▸ TASK REQUIREMENTS: Check every line below for the string "Usman", and copy the lines that contain it.

Items from a data source

↓↓↓

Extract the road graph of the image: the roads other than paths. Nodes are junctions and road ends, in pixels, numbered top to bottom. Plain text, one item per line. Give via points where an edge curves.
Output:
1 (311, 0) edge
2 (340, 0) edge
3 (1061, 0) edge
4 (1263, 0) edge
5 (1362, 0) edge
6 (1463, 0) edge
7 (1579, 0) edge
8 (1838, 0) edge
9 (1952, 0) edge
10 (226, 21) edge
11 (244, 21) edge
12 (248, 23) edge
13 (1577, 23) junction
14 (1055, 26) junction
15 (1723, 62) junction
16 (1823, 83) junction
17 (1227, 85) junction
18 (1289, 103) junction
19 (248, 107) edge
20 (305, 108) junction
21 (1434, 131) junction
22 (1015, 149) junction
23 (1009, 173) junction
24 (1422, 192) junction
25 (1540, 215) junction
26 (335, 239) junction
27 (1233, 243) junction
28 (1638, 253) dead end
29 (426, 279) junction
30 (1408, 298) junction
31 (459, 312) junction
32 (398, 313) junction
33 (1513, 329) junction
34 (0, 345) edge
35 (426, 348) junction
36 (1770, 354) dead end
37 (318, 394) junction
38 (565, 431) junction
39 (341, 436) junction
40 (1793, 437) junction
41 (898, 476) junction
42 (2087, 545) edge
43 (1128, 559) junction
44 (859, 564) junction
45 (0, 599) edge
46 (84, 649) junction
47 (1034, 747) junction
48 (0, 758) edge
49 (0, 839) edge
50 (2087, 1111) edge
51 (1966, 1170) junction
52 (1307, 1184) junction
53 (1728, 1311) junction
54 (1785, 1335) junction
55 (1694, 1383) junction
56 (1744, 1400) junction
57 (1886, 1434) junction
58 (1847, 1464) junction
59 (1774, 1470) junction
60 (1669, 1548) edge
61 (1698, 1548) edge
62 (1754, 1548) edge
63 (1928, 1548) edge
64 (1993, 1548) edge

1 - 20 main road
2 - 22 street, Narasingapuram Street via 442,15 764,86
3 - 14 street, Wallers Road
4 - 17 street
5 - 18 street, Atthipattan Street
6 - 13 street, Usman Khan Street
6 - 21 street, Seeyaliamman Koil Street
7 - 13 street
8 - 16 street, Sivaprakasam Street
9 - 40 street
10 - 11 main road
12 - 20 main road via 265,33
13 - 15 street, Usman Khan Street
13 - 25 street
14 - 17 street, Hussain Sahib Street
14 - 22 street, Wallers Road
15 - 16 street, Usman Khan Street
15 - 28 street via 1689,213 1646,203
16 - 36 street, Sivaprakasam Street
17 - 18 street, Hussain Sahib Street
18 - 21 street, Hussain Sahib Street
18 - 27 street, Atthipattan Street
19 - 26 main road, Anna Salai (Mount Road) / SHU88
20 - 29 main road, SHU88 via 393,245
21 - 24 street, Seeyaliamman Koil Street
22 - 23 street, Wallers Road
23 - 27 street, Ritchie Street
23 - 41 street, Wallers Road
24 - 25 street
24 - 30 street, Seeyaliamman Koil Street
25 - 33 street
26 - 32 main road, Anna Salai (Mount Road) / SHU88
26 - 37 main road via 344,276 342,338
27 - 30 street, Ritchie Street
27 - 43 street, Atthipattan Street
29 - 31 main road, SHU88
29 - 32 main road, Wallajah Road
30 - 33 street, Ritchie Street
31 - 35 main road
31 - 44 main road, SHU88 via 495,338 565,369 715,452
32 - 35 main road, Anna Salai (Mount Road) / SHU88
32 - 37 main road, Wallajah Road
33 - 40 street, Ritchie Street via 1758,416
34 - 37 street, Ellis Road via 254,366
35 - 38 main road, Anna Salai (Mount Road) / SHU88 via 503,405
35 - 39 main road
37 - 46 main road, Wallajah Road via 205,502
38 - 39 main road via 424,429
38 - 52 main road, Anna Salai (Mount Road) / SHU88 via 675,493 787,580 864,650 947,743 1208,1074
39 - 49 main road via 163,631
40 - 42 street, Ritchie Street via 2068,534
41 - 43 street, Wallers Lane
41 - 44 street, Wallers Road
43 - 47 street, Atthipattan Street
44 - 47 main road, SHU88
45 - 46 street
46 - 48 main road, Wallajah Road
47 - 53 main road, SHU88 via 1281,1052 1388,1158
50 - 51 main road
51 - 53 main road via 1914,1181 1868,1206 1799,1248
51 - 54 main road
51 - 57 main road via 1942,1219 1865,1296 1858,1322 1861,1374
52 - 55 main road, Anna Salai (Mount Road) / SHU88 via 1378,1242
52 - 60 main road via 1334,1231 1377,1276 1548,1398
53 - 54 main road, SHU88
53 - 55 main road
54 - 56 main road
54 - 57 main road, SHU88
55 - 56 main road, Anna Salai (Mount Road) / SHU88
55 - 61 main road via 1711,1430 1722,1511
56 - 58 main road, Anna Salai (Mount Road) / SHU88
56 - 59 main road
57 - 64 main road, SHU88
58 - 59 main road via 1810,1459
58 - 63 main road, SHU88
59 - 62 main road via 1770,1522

↑↑↑

▸ ANSWER TO THIS PROBLEM:
6 - 13 street, Usman Khan Street
13 - 15 street, Usman Khan Street
15 - 16 street, Usman Khan Street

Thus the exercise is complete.